### [ABOUT THIS EXERCISE]
In full and without alteration, output each record given here.
___ RECORDS PROVIDED ___
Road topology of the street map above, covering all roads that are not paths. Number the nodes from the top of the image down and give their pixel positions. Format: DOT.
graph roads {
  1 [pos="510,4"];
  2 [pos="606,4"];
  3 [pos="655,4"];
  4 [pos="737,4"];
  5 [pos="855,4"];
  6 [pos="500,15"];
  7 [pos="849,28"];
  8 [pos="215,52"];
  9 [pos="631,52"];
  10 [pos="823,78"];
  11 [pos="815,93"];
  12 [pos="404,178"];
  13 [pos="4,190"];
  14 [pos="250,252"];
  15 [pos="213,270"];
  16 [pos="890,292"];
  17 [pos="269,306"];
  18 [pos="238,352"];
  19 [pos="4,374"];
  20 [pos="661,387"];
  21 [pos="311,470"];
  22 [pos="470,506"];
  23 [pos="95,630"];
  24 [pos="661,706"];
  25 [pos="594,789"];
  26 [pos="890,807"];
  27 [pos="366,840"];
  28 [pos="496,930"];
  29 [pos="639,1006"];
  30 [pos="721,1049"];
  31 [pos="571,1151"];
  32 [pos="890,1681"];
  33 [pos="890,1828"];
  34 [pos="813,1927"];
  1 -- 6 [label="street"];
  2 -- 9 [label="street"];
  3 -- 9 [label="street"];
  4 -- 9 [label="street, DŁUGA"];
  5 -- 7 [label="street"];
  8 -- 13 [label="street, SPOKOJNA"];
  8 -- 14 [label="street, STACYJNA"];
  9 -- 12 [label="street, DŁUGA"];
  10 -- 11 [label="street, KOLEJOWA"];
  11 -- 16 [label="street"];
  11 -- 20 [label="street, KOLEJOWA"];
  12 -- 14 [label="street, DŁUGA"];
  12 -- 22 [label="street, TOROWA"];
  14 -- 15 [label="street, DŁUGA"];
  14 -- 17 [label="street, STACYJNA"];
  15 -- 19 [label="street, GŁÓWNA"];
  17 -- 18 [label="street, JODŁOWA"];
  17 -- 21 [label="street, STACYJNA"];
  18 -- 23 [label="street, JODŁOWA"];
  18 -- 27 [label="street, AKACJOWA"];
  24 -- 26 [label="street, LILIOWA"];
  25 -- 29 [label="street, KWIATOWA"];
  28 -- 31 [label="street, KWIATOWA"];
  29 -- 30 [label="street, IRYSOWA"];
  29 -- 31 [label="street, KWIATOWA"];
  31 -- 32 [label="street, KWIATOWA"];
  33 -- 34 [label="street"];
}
___
### [REPLY TO THE EXERCISE]
Road topology of the street map above, covering all roads that are not paths. Number the nodes from the top of the image down and give their pixel positions. Format: DOT.
graph roads {
  1 [pos="510,4"];
  2 [pos="606,4"];
  3 [pos="655,4"];
  4 [pos="737,4"];
  5 [pos="855,4"];
  6 [pos="500,15"];
  7 [pos="849,28"];
  8 [pos="215,52"];
  9 [pos="631,52"];
  10 [pos="823,78"];
  11 [pos="815,93"];
  12 [pos="404,178"];
  13 [pos="4,190"];
  14 [pos="250,252"];
  15 [pos="213,270"];
  16 [pos="890,292"];
  17 [pos="269,306"];
  18 [pos="238,352"];
  19 [pos="4,374"];
  20 [pos="661,387"];
  21 [pos="311,470"];
  22 [pos="470,506"];
  23 [pos="95,630"];
  24 [pos="661,706"];
  25 [pos="594,789"];
  26 [pos="890,807"];
  27 [pos="366,840"];
  28 [pos="496,930"];
  29 [pos="639,1006"];
  30 [pos="721,1049"];
  31 [pos="571,1151"];
  32 [pos="890,1681"];
  33 [pos="890,1828"];
  34 [pos="813,1927"];
  1 -- 6 [label="street"];
  2 -- 9 [label="street"];
  3 -- 9 [label="street"];
  4 -- 9 [label="street, DŁUGA"];
  5 -- 7 [label="street"];
  8 -- 13 [label="street, SPOKOJNA"];
  8 -- 14 [label="street, STACYJNA"];
  9 -- 12 [label="street, DŁUGA"];
  10 -- 11 [label="street, KOLEJOWA"];
  11 -- 16 [label="street"];
  11 -- 20 [label="street, KOLEJOWA"];
  12 -- 14 [label="street, DŁUGA"];
  12 -- 22 [label="street, TOROWA"];
  14 -- 15 [label="street, DŁUGA"];
  14 -- 17 [label="street, STACYJNA"];
  15 -- 19 [label="street, GŁÓWNA"];
  17 -- 18 [label="street, JODŁOWA"];
  17 -- 21 [label="street, STACYJNA"];
  18 -- 23 [label="street, JODŁOWA"];
  18 -- 27 [label="street, AKACJOWA"];
  24 -- 26 [label="street, LILIOWA"];
  25 -- 29 [label="street, KWIATOWA"];
  28 -- 31 [label="street, KWIATOWA"];
  29 -- 30 [label="street, IRYSOWA"];
  29 -- 31 [label="street, KWIATOWA"];
  31 -- 32 [label="street, KWIATOWA"];
  33 -- 34 [label="street"];
}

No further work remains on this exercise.